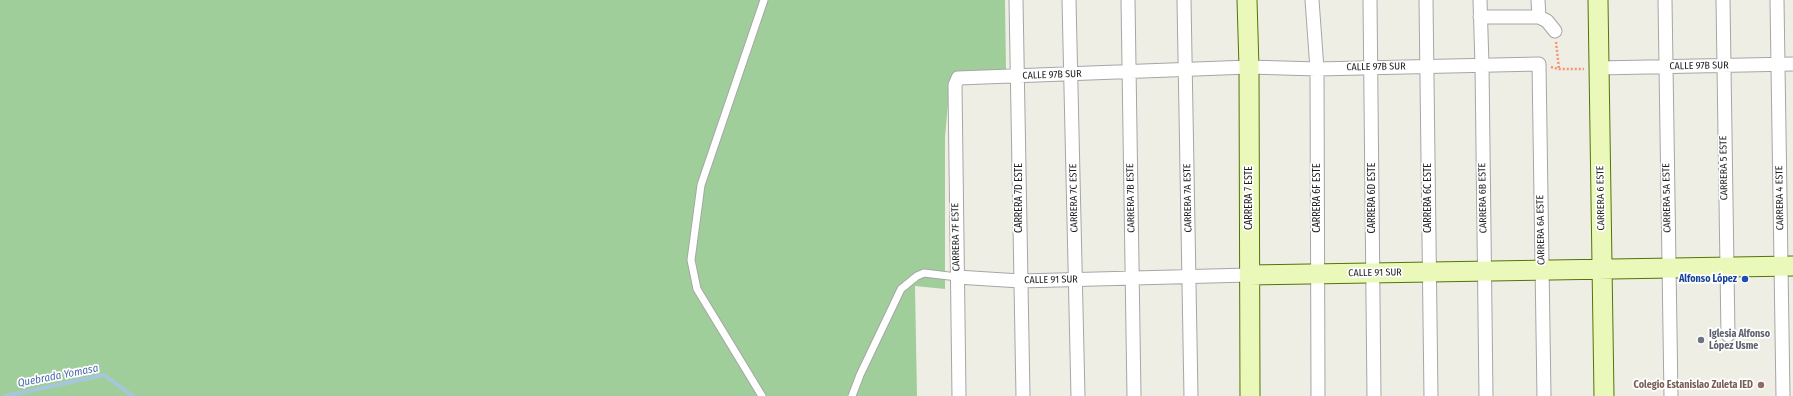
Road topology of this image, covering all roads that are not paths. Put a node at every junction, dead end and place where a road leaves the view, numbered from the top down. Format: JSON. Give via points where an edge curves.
{"nodes":[{"id":1,"x":764,"y":0,"type":"edge"},
{"id":2,"x":1016,"y":0,"type":"edge"},
{"id":3,"x":1069,"y":0,"type":"edge"},
{"id":4,"x":1128,"y":0,"type":"edge"},
{"id":5,"x":1184,"y":0,"type":"edge"},
{"id":6,"x":1247,"y":0,"type":"edge"},
{"id":7,"x":1312,"y":0,"type":"edge"},
{"id":8,"x":1370,"y":0,"type":"edge"},
{"id":9,"x":1426,"y":0,"type":"edge"},
{"id":10,"x":1480,"y":0,"type":"edge"},
{"id":11,"x":1538,"y":0,"type":"edge"},
{"id":12,"x":1598,"y":0,"type":"edge"},
{"id":13,"x":1665,"y":0,"type":"edge"},
{"id":14,"x":1723,"y":0,"type":"edge"},
{"id":15,"x":1777,"y":0,"type":"edge"},
{"id":16,"x":1480,"y":17,"type":"junction"},
{"id":17,"x":1539,"y":17,"type":"junction"},
{"id":18,"x":1555,"y":31,"type":"road end"},
{"id":19,"x":1539,"y":64,"type":"joint"},
{"id":20,"x":1778,"y":64,"type":"junction"},
{"id":21,"x":1793,"y":64,"type":"edge"},
{"id":22,"x":1482,"y":65,"type":"junction"},
{"id":23,"x":1723,"y":65,"type":"junction"},
{"id":24,"x":1427,"y":66,"type":"junction"},
{"id":25,"x":1249,"y":67,"type":"junction"},
{"id":26,"x":1372,"y":67,"type":"junction"},
{"id":27,"x":1666,"y":67,"type":"junction"},
{"id":28,"x":1317,"y":68,"type":"junction"},
{"id":29,"x":1599,"y":68,"type":"junction"},
{"id":30,"x":1186,"y":69,"type":"junction"},
{"id":31,"x":1129,"y":72,"type":"junction"},
{"id":32,"x":1072,"y":74,"type":"junction"},
{"id":33,"x":1019,"y":76,"type":"junction"},
{"id":34,"x":958,"y":78,"type":"joint"},
{"id":35,"x":1787,"y":266,"type":"edge"},
{"id":36,"x":1726,"y":267,"type":"junction"},
{"id":37,"x":1668,"y":268,"type":"junction"},
{"id":38,"x":1602,"y":269,"type":"junction"},
{"id":39,"x":1542,"y":270,"type":"junction"},
{"id":40,"x":1484,"y":271,"type":"junction"},
{"id":41,"x":1429,"y":272,"type":"junction"},
{"id":42,"x":1372,"y":273,"type":"junction"},
{"id":43,"x":1317,"y":274,"type":"junction"},
{"id":44,"x":1249,"y":275,"type":"junction"},
{"id":45,"x":1190,"y":276,"type":"junction"},
{"id":46,"x":957,"y":277,"type":"junction"},
{"id":47,"x":1133,"y":278,"type":"junction"},
{"id":48,"x":1076,"y":279,"type":"junction"},
{"id":49,"x":1020,"y":281,"type":"junction"},
{"id":50,"x":1728,"y":335,"type":"dead end"},
{"id":51,"x":762,"y":396,"type":"edge"},
{"id":52,"x":852,"y":396,"type":"edge"},
{"id":53,"x":959,"y":396,"type":"edge"},
{"id":54,"x":1023,"y":396,"type":"edge"},
{"id":55,"x":1078,"y":396,"type":"edge"},
{"id":56,"x":1134,"y":396,"type":"edge"},
{"id":57,"x":1191,"y":396,"type":"edge"},
{"id":58,"x":1250,"y":396,"type":"edge"},
{"id":59,"x":1318,"y":396,"type":"edge"},
{"id":60,"x":1374,"y":396,"type":"edge"},
{"id":61,"x":1431,"y":396,"type":"edge"},
{"id":62,"x":1486,"y":396,"type":"edge"},
{"id":63,"x":1544,"y":396,"type":"edge"},
{"id":64,"x":1604,"y":396,"type":"edge"},
{"id":65,"x":1671,"y":396,"type":"edge"},
{"id":66,"x":1783,"y":396,"type":"edge"}],
"edges":[{"from":1,"to":51,"type":"lane","via":[[701,186],[692,260],[697,289]]},
{"from":2,"to":33,"type":"street","name":"CARRERA 7D ESTE"},
{"from":3,"to":32,"type":"street","name":"CARRERA 7C ESTE"},
{"from":4,"to":31,"type":"street","name":"CARRERA 7B ESTE"},
{"from":5,"to":30,"type":"street","name":"CARRERA 7A ESTE"},
{"from":6,"to":25,"type":"street","name":"CARRERA 7 ESTE"},
{"from":7,"to":28,"type":"street","name":"CARRERA 6F ESTE"},
{"from":8,"to":26,"type":"street","name":"CARRERA 6D ESTE"},
{"from":9,"to":24,"type":"street","name":"CARRERA 6C ESTE"},
{"from":10,"to":16,"type":"street","name":"CARRERA 6B ESTE"},
{"from":11,"to":17,"type":"street"},
{"from":12,"to":29,"type":"street","name":"CARRERA 6 ESTE"},
{"from":13,"to":27,"type":"street","name":"CARRERA 5A ESTE"},
{"from":14,"to":23,"type":"street","name":"CARRERA 5 ESTE"},
{"from":15,"to":20,"type":"street","name":"CARRERA 4 ESTE"},
{"from":16,"to":17,"type":"street"},
{"from":16,"to":22,"type":"street","name":"CARRERA 6B ESTE"},
{"from":17,"to":18,"type":"street","via":[[1547,21]]},
{"from":19,"to":22,"type":"street","name":"CALLE 97B SUR"},
{"from":19,"to":39,"type":"street","name":"CARRERA 6A ESTE"},
{"from":20,"to":21,"type":"street","name":"CALLE 97B SUR"},
{"from":20,"to":23,"type":"street","name":"CALLE 97B SUR"},
{"from":20,"to":35,"type":"street","name":"CARRERA 4 ESTE"},
{"from":22,"to":24,"type":"street","name":"CALLE 97B SUR"},
{"from":22,"to":40,"type":"street","name":"CARRERA 6B ESTE"},
{"from":23,"to":27,"type":"street","name":"CALLE 97B SUR"},
{"from":23,"to":36,"type":"street","name":"CARRERA 5 ESTE"},
{"from":24,"to":26,"type":"street","name":"CALLE 97B SUR"},
{"from":24,"to":41,"type":"street","name":"CARRERA 6C ESTE"},
{"from":25,"to":28,"type":"street","name":"CALLE 97B SUR"},
{"from":25,"to":30,"type":"street","name":"CALLE 97B SUR"},
{"from":25,"to":44,"type":"street","name":"CARRERA 7 ESTE"},
{"from":26,"to":28,"type":"street","name":"CALLE 97B SUR"},
{"from":26,"to":42,"type":"street","name":"CARRERA 6D ESTE"},
{"from":27,"to":29,"type":"street","name":"CALLE 97B SUR"},
{"from":27,"to":37,"type":"street","name":"CARRERA 5A ESTE"},
{"from":28,"to":43,"type":"street","name":"CARRERA 6F ESTE"},
{"from":29,"to":38,"type":"street","name":"CARRERA 6 ESTE"},
{"from":30,"to":31,"type":"street","name":"CALLE 97B SUR"},
{"from":30,"to":45,"type":"street","name":"CARRERA 7A ESTE"},
{"from":31,"to":32,"type":"street","name":"CALLE 97B SUR"},
{"from":31,"to":47,"type":"street","name":"CARRERA 7B ESTE"},
{"from":32,"to":33,"type":"street","name":"CALLE 97B SUR"},
{"from":32,"to":48,"type":"street","name":"CARRERA 7C ESTE"},
{"from":33,"to":34,"type":"street","name":"CALLE 97B SUR"},
{"from":33,"to":49,"type":"street","name":"CARRERA 7D ESTE"},
{"from":34,"to":46,"type":"street","name":"CARRERA 7F ESTE","via":[[955,85]]},
{"from":35,"to":36,"type":"street","name":"CALLE 91 SUR"},
{"from":35,"to":66,"type":"street","name":"CARRERA 4 ESTE"},
{"from":36,"to":37,"type":"street","name":"CALLE 91 SUR"},
{"from":36,"to":50,"type":"street","name":"CARRERA 5 ESTE"},
{"from":37,"to":38,"type":"street","name":"CALLE 91 SUR"},
{"from":37,"to":65,"type":"street","name":"CARRERA 5A ESTE"},
{"from":38,"to":39,"type":"street","name":"CALLE 91 SUR"},
{"from":38,"to":64,"type":"street","name":"CARRERA 6 ESTE"},
{"from":39,"to":40,"type":"street","name":"CALLE 91 SUR"},
{"from":39,"to":63,"type":"street","name":"CARRERA 6A ESTE"},
{"from":40,"to":41,"type":"street","name":"CALLE 91 SUR"},
{"from":40,"to":62,"type":"street","name":"CARRERA 6B ESTE"},
{"from":41,"to":42,"type":"street","name":"CALLE 91 SUR"},
{"from":41,"to":61,"type":"street","name":"CARRERA 6C ESTE"},
{"from":42,"to":43,"type":"street","name":"CALLE 91 SUR"},
{"from":42,"to":60,"type":"street","name":"CARRERA 6D ESTE"},
{"from":43,"to":44,"type":"street","name":"CALLE 91 SUR"},
{"from":43,"to":59,"type":"street","name":"CARRERA 6F ESTE"},
{"from":44,"to":45,"type":"street","name":"CALLE 91 SUR"},
{"from":44,"to":58,"type":"street","name":"CARRERA 7 ESTE"},
{"from":45,"to":47,"type":"street","name":"CALLE 91 SUR"},
{"from":45,"to":57,"type":"street","name":"CARRERA 7A ESTE"},
{"from":46,"to":49,"type":"street","name":"CALLE 91 SUR"},
{"from":46,"to":52,"type":"lane","via":[[924,273],[916,276],[901,289]]},
{"from":46,"to":53,"type":"street","name":"CARRERA 7F ESTE"},
{"from":47,"to":48,"type":"street","name":"CALLE 91 SUR"},
{"from":47,"to":56,"type":"street","name":"CARRERA 7B ESTE"},
{"from":48,"to":49,"type":"street","name":"CALLE 91 SUR"},
{"from":48,"to":55,"type":"street","name":"CARRERA 7C ESTE"},
{"from":49,"to":54,"type":"street","name":"CARRERA 7D ESTE"}]}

•••

### Work order
Among the lines of the data, some may contain the string "dead"; report how many, and nothing more.

### Expected answer
2